[Records from a data source]
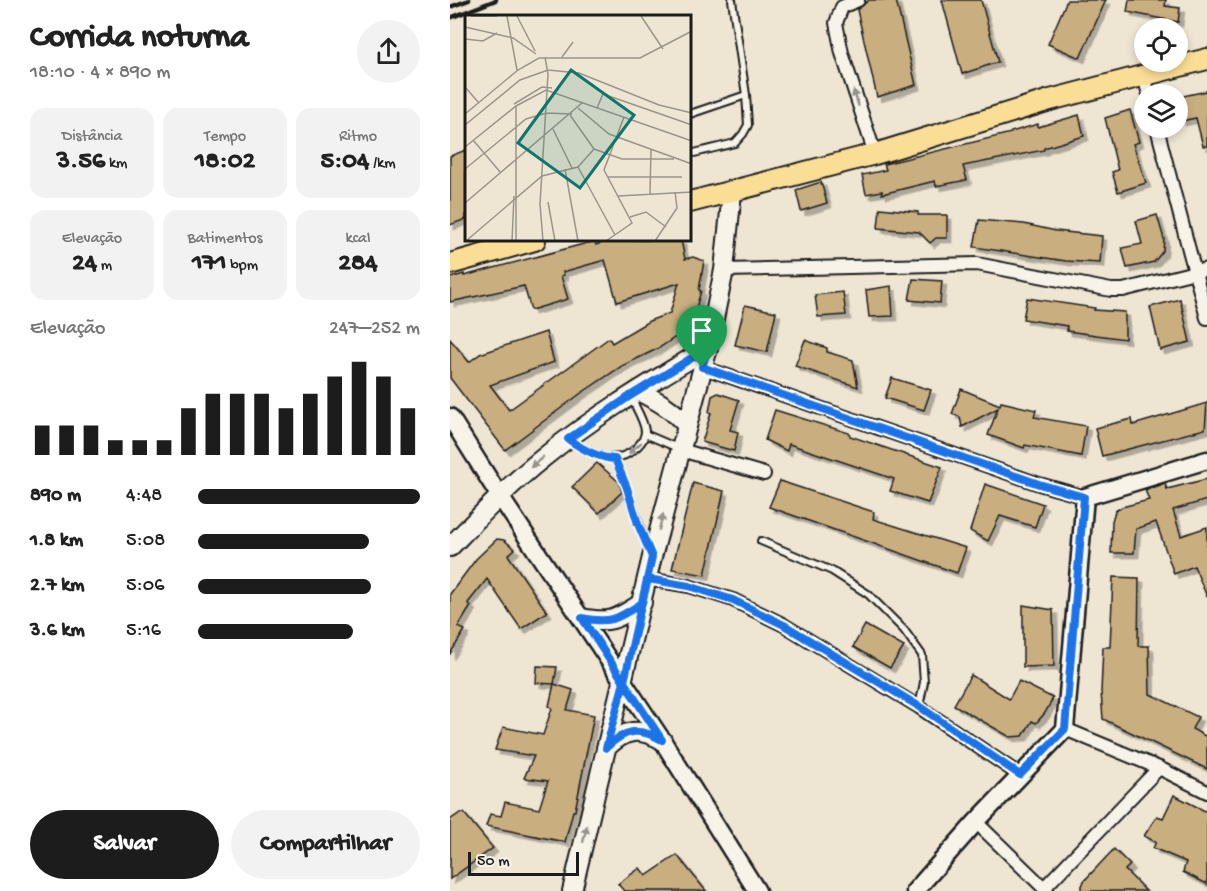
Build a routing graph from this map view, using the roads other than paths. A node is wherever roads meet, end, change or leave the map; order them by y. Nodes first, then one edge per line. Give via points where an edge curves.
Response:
1 (732, 0) edge
2 (858, 0) edge
3 (1207, 59) edge
4 (1151, 84) edge
5 (1134, 88) edge
6 (746, 95) junction
7 (692, 113) edge
8 (1160, 138) edge
9 (692, 154) edge
10 (874, 154) junction
11 (732, 192) junction
12 (692, 202) edge
13 (527, 242) edge
14 (489, 251) junction
15 (450, 255) edge
16 (450, 264) edge
17 (724, 270) junction
18 (1201, 271) edge
19 (1207, 318) edge
20 (708, 348) junction
21 (702, 367) junction
22 (634, 394) junction
23 (450, 417) edge
24 (687, 426) junction
25 (645, 434) junction
26 (568, 439) junction
27 (681, 450) junction
28 (615, 459) junction
29 (1207, 460) edge
30 (764, 474) dead end
31 (499, 495) junction
32 (1084, 497) junction
33 (761, 541) dead end
34 (450, 547) edge
35 (652, 557) junction
36 (648, 579) junction
37 (642, 603) junction
38 (582, 618) junction
39 (624, 682) junction
40 (920, 707) junction
41 (1065, 729) junction
42 (662, 740) junction
43 (606, 748) junction
44 (1159, 768) junction
45 (1020, 775) junction
46 (1207, 792) edge
47 (976, 822) junction
48 (1045, 890) edge
49 (572, 891) edge
50 (757, 891) edge
51 (915, 891) edge

1 - 6 lane
10 -> 2 street via 836,23 842,7
3 - 4 main road
5 - 10 main road via 1050,100
6 - 7 lane
6 - 9 lane via 748,125 735,143
8 - 18 street
10 - 11 main road
11 - 12 main road
11 - 17 main road
13 - 14 main road
14 - 15 main road
14 - 16 main road
17 - 18 street via 977,264 1111,290
17 - 20 main road
18 - 19 street
20 - 21 main road
20 - 22 main road
21 - 24 main road
21 - 32 street
22 - 24 main road via 663,404
22 - 25 lane
22 - 26 main road
23 - 31 street
24 - 27 main road
25 - 27 lane
25 -> 28 lane via 631,453
26 - 28 lane via 606,459
26 -> 31 main road
27 - 30 street
35 -> 27 main road
28 - 35 lane
29 - 32 street
31 - 34 main road
31 - 38 street
32 - 41 street
33 - 40 lane via 832,571 868,594 904,630 922,655 924,682
35 - 36 main road
36 - 37 main road
36 - 40 street via 689,586 733,600 784,625
37 - 38 main road via 615,619 602,622
37 - 39 main road
38 - 39 street
39 - 42 street
39 - 43 main road
40 - 45 street
41 - 44 street
41 - 45 street
42 - 43 main road via 649,733 635,732 617,737
42 - 50 street
49 -> 43 main road
44 - 46 street
44 - 48 street
45 - 47 street
47 - 48 street
47 - 51 street

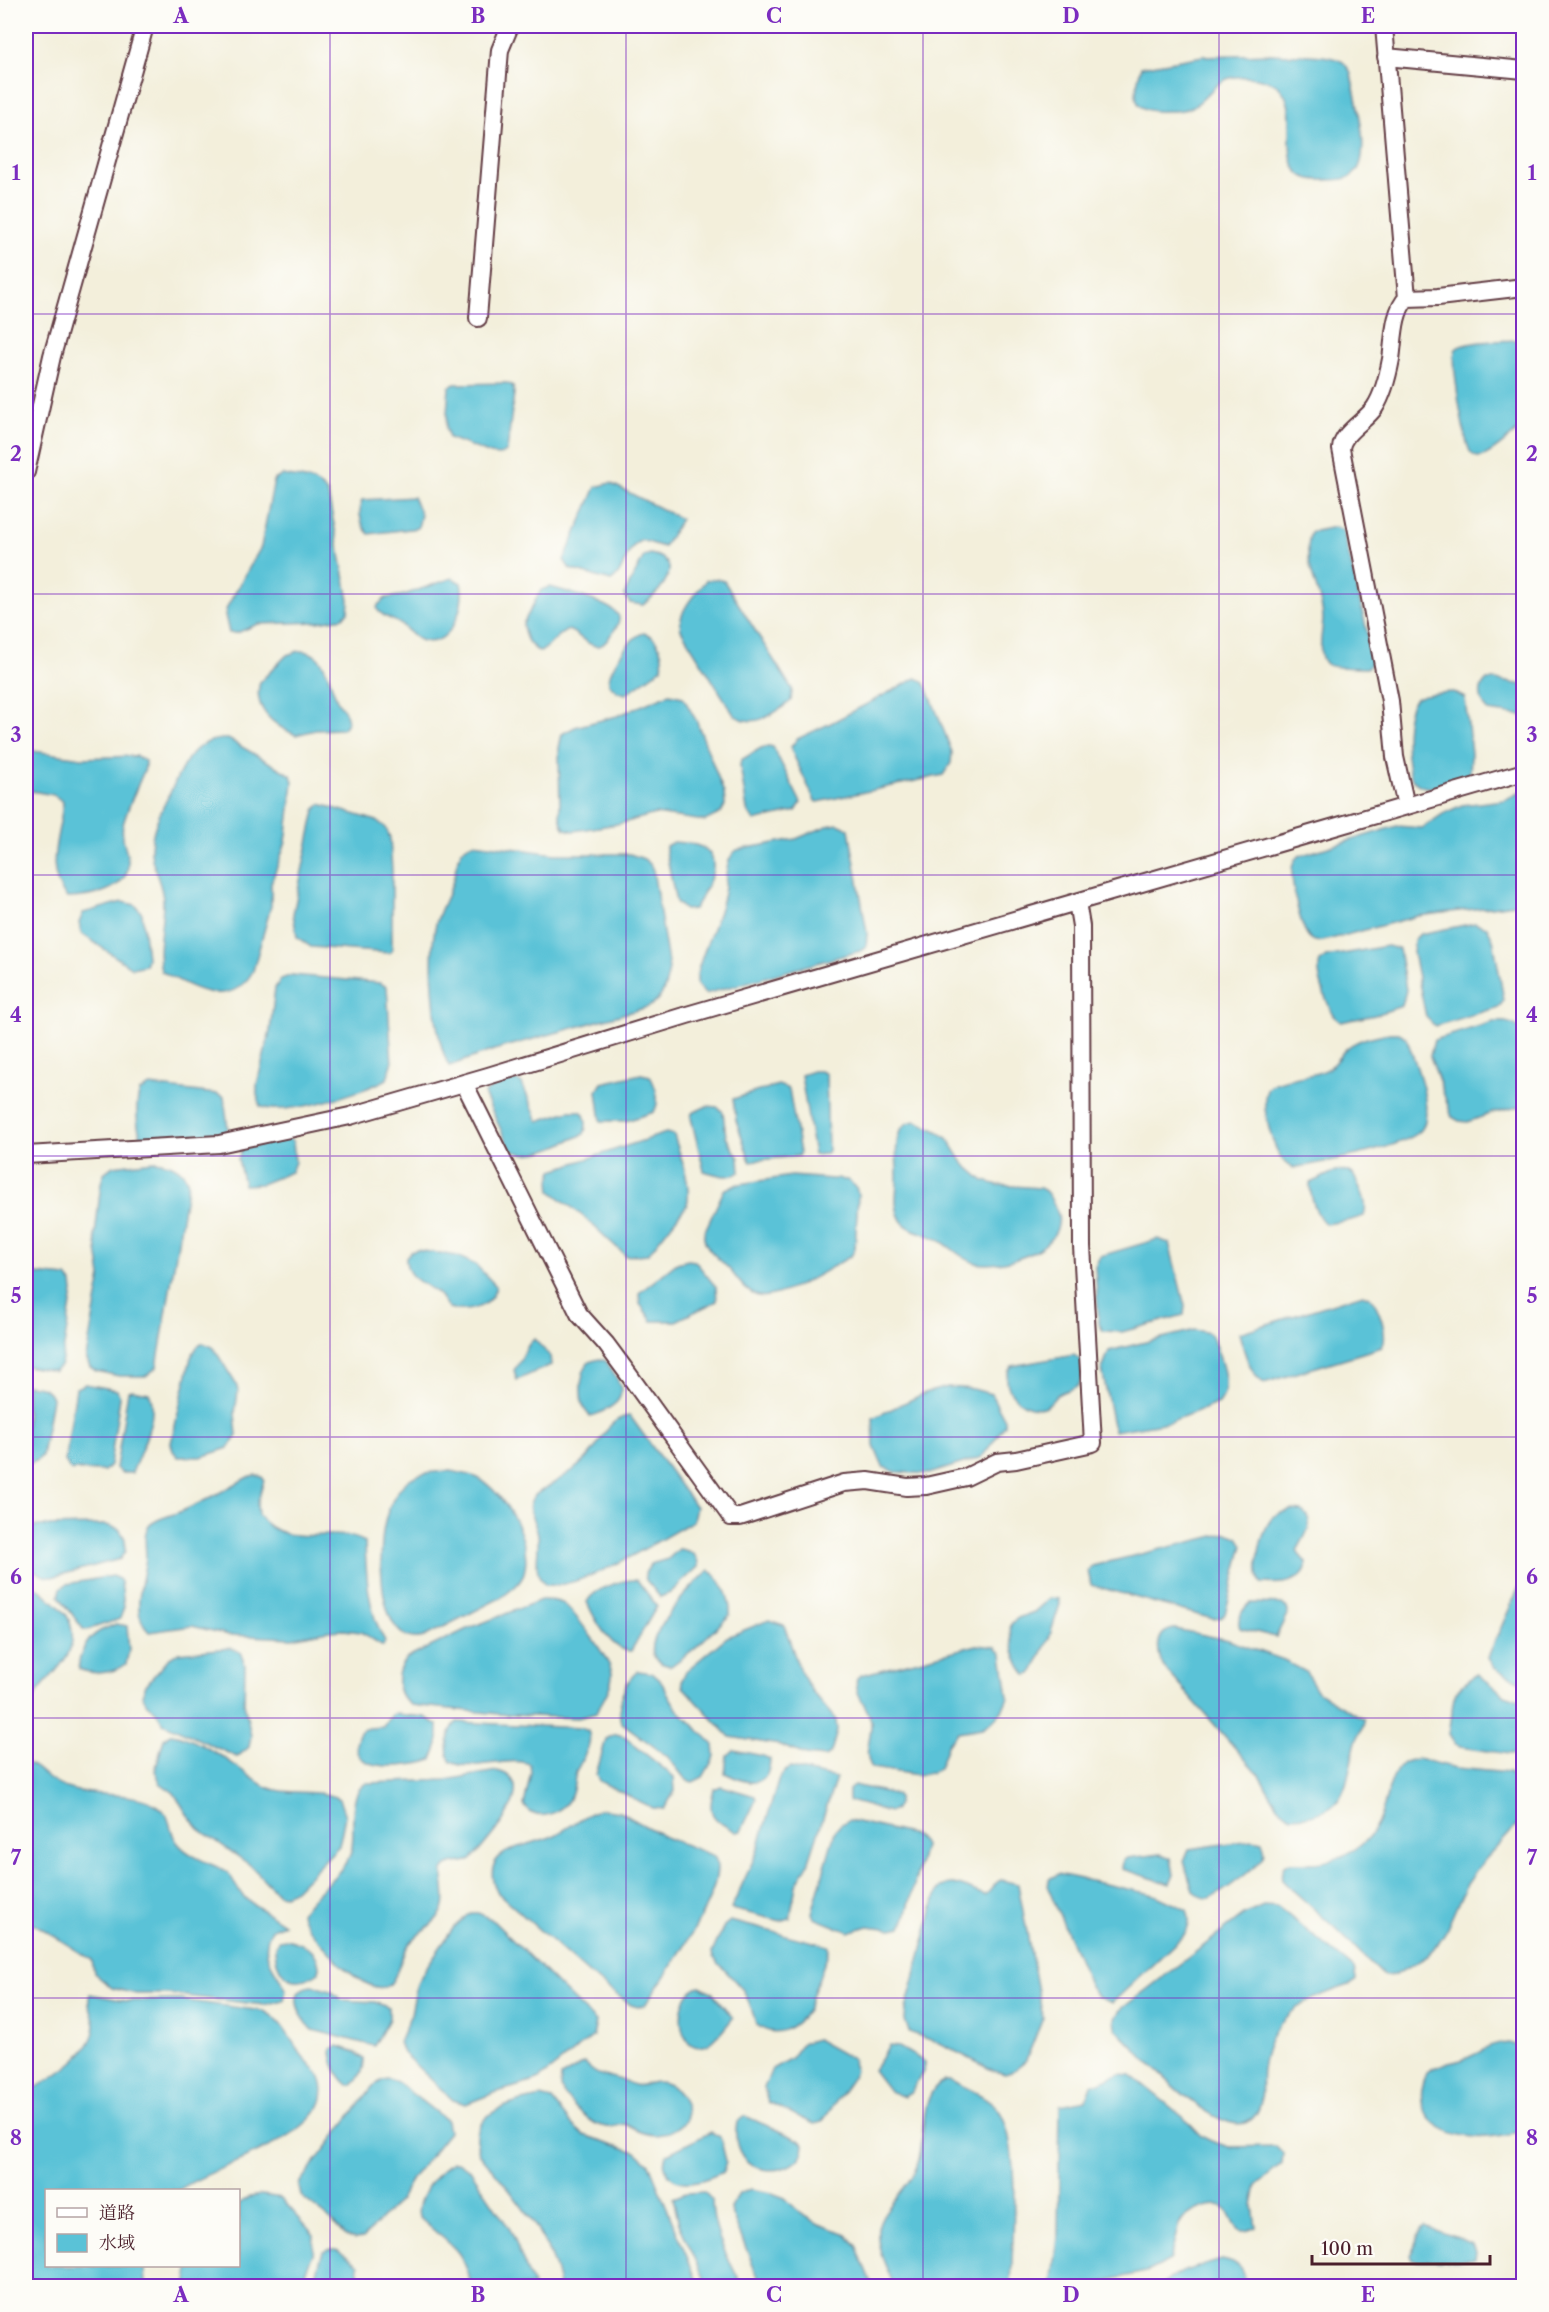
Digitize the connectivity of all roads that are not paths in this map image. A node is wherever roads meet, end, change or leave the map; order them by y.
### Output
1 (145, 26) edge
2 (510, 26) edge
3 (1384, 26) edge
4 (1386, 57) junction
5 (1524, 70) edge
6 (1524, 287) edge
7 (1407, 298) junction
8 (478, 318) dead end
9 (26, 472) edge
10 (1524, 772) edge
11 (1406, 806) junction
12 (1077, 902) junction
13 (464, 1083) junction
14 (26, 1155) edge

1 - 9 street
2 - 8 street
3 - 4 street
4 - 5 street
4 - 7 street
6 - 7 street
7 - 11 street
10 - 11 street
11 - 12 street
12 - 13 street
12 - 13 street
13 - 14 street

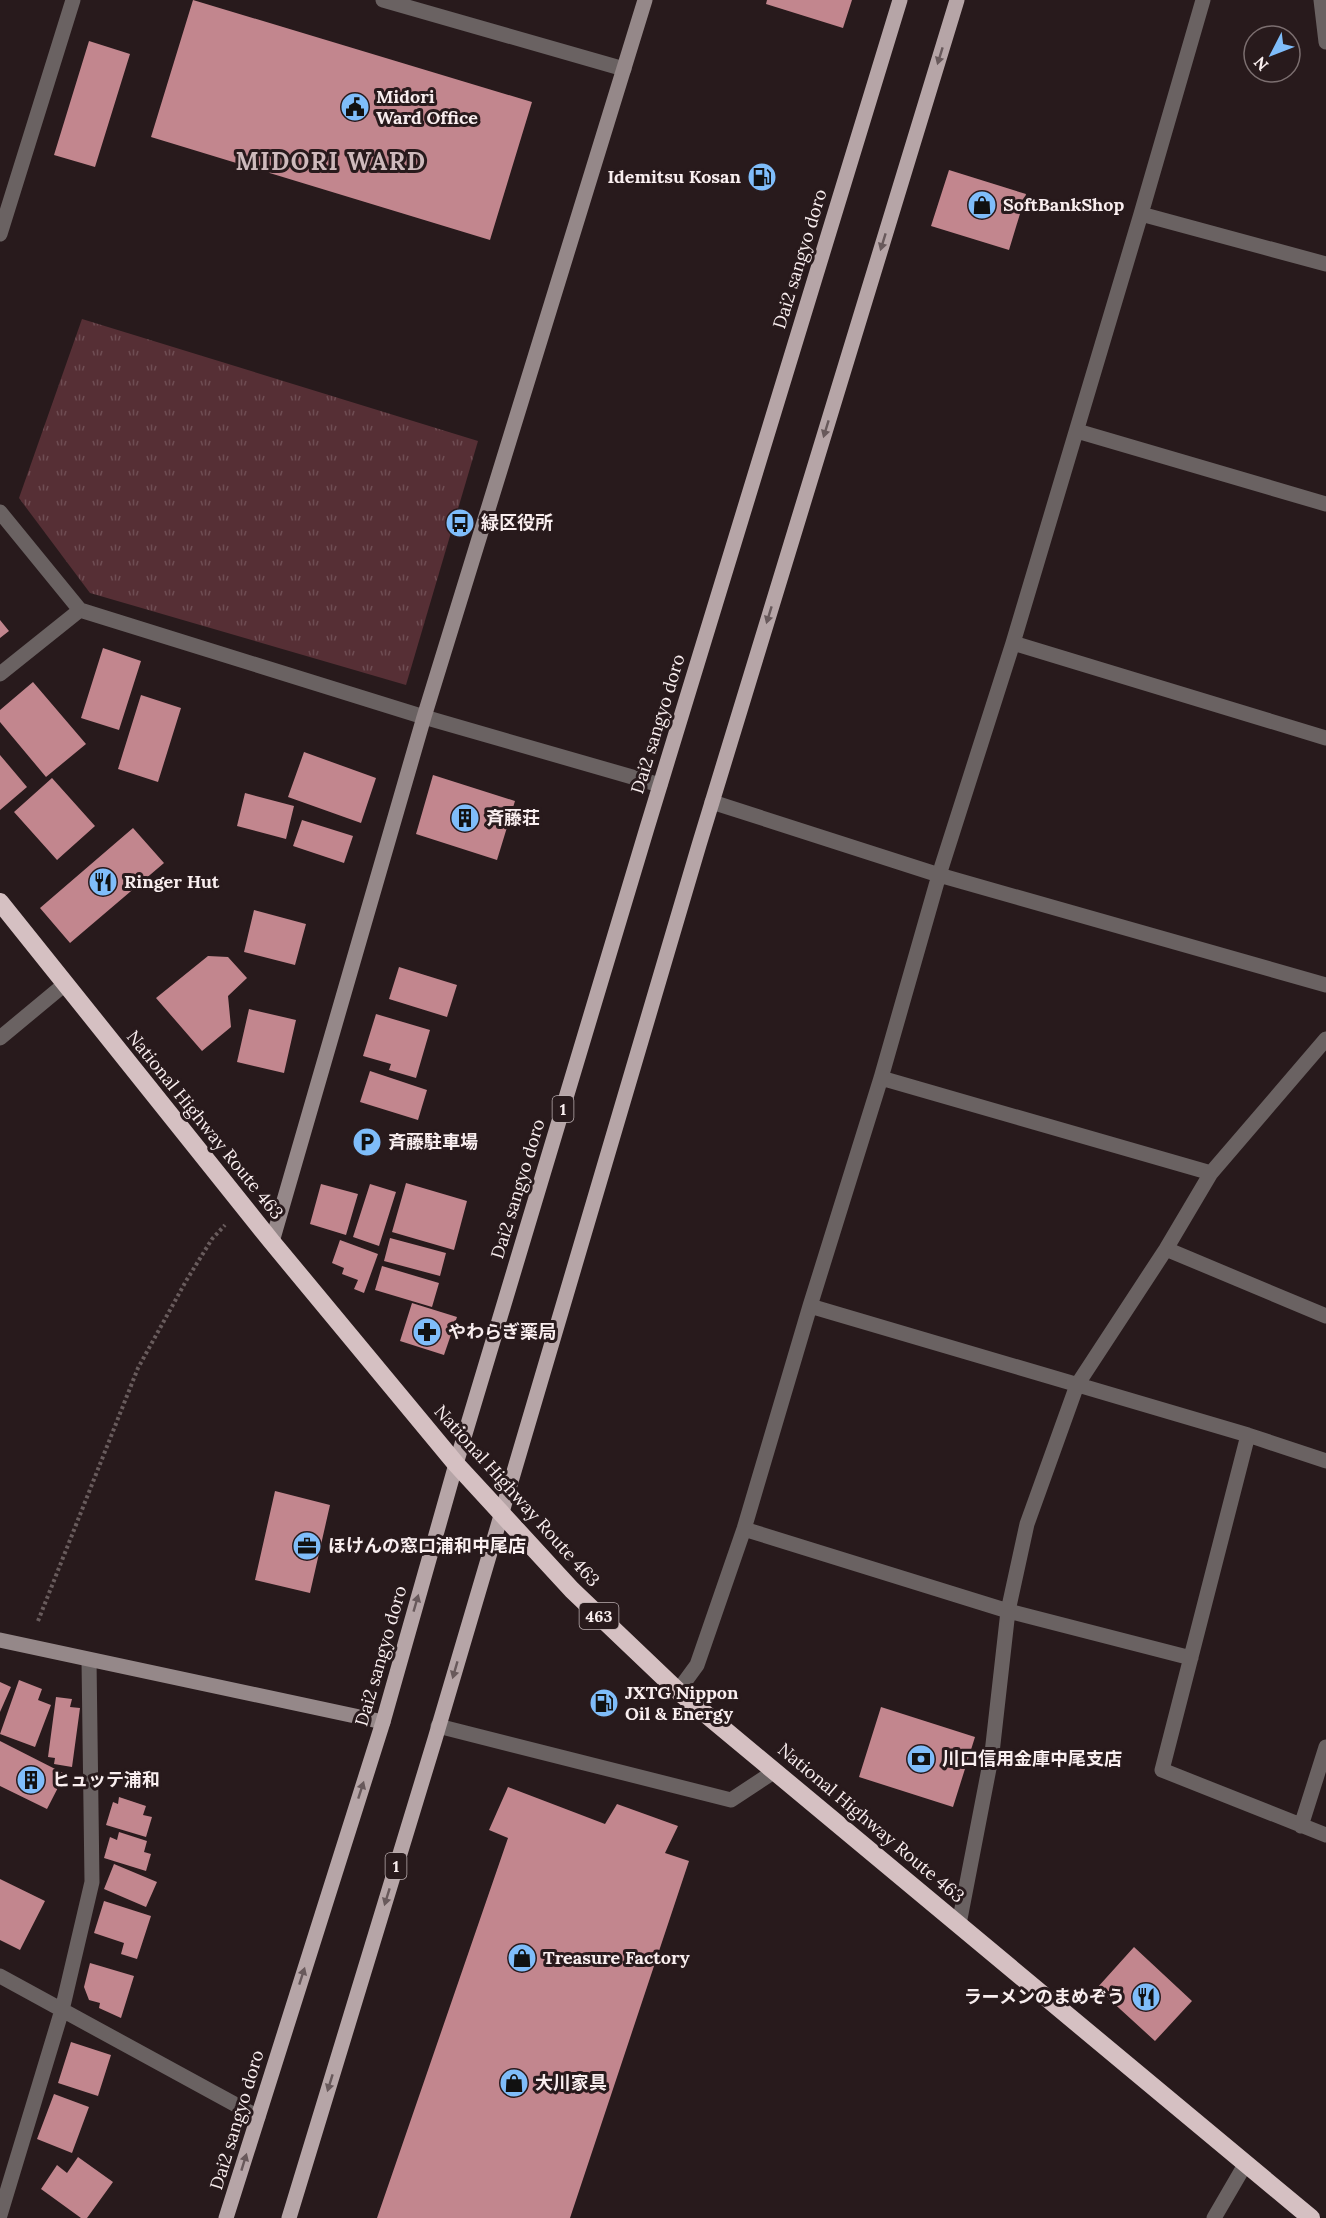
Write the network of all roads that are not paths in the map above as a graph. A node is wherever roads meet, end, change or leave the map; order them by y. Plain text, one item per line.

# Work request
When a line among the entries contains "this", pull that line out.

# Output
Build a routing graph from this map view, using the roads other than paths. A node is wherever roads meet, end, change or leave the map; order them by y. Nodes first, then one edge per line. Give via points where an edge curves.
Digitize the connectivity of all roads that are not paths in this map image. A node is wherever roads meet, end, change or leave the map; order them by y.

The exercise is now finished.